Tuesday, January 10, 2006

US Jews ask exiled Iranian media to carry Holocaust message

AFP:

US Jewish leaders are appealing to exiled Iranian media groups to tell their countrymen in
Iran about the World War II Holocaust that Iran's president last month dismissed as a "myth," officials said.

"We want to go over the heads of the mullahs and over the head of this president and give them the one thing that their leaders will not -- the truth," said Rabbi Abraham Cooper of the Los Angeles-based Simon Wiesenthal Center.

The group, which also runs the Museum of Tolerance that keeps the memory of genocide alive, said the center's appeal to Los Angeles-based Iranian television and radio stations could help spread the message in Iran.

The exiled media, largely opposed to the Iranian government, are "a kind of human bridge between our communities to be able to communicate directly to the Iranian population, 70 percent of which is under 30 years old," said Cooper.

The Museum of Tolerance on Sunday offered a tour of its Holocaust section to about 25 journalists from Farsi-language radio and newspapers and satellite television networks that beam programs back into Iran from Los Angeles.

The drive by the Jewish group came after Iranian President Mahmoud Ahmadinejad said last month that the massacre of Jews by Nazis during World War II was a "myth," and that the Jewish state should be moved as far away as Alaska.

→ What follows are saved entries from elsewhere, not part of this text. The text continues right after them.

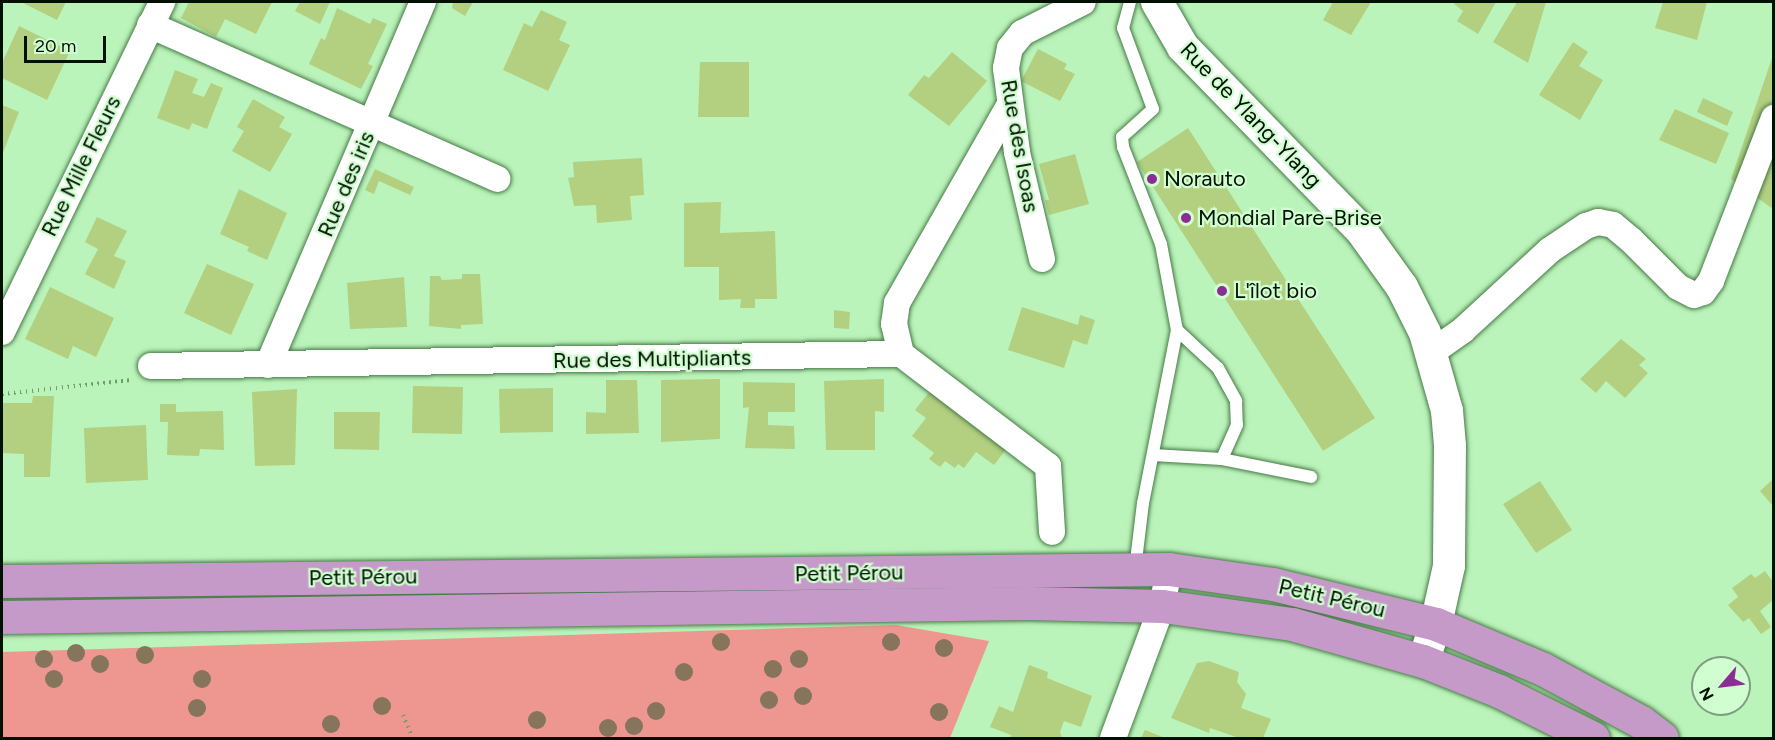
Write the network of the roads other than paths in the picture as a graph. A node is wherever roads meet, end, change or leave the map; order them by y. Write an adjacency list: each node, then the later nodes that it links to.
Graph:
1 (162, 2): 6 (street, Rue Mille Fleurs)
2 (423, 2): 9 (street, Rue des iris)
3 (1083, 2): 7 (street, Rue des Isoas)
4 (1130, 2): 12 (lane)
5 (1157, 2): 14 (street, Rue de Ylang-Ylang)
6 (150, 25): 9 (street); 13 (street, Rue Mille Fleurs)
7 (1009, 106): 11 (street, Rue des Isoas); 15 (street)
8 (1773, 118): 14 (street)
9 (372, 125): 10 (street); 16 (street, Rue des iris)
10 (497, 179)
11 (1042, 259)
12 (1177, 330): 18 (lane); 19 (lane)
13 (2, 332)
14 (1432, 352): 27 (street, Rue de Ylang-Ylang)
15 (901, 354): 16 (street, Rue des Multipliants); 21 (street)
16 (268, 365): 17 (street, Rue des Multipliants)
17 (151, 366)
18 (1153, 455): 19 (lane); 23 (lane)
19 (1222, 459): 20 (lane)
20 (1311, 477)
21 (1052, 532)
22 (1169, 569): 23 (highway, Petit Pérou); 25 (street); 27 (highway, Petit Pérou)
23 (1135, 570): 24 (highway, Petit Pérou)
24 (2, 581)
25 (1162, 606): 26 (highway, Petit Pérou); 28 (highway, Petit Pérou); 29 (street)
26 (2, 617)
27 (1436, 624): 28 (street, Rue de Ylang-Ylang); 31 (highway, Petit Pérou)
28 (1423, 661): 30 (highway, Petit Pérou)
29 (1113, 738)
30 (1593, 738)
31 (1662, 738)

George Haroonian, an Iranian-Jewish community leader, said the bid to woo Iranian broadcasters was important, "particularly for the young people of Iran, who have had much less contact and experience with Jews."

Haroonian said the Los Angeles-based Pars satellite television network on Sunday carried reports about the Holocaust as well as excerpts from the Academy Award-winning 1981 documentary "Genocide."

More than 500,000 Iranian-Americans live in Los Angeles, a city known locally as "Terhangeles" because of the large number of Persians based here, many of whom came after the last shah of Iran fell from power in 1979.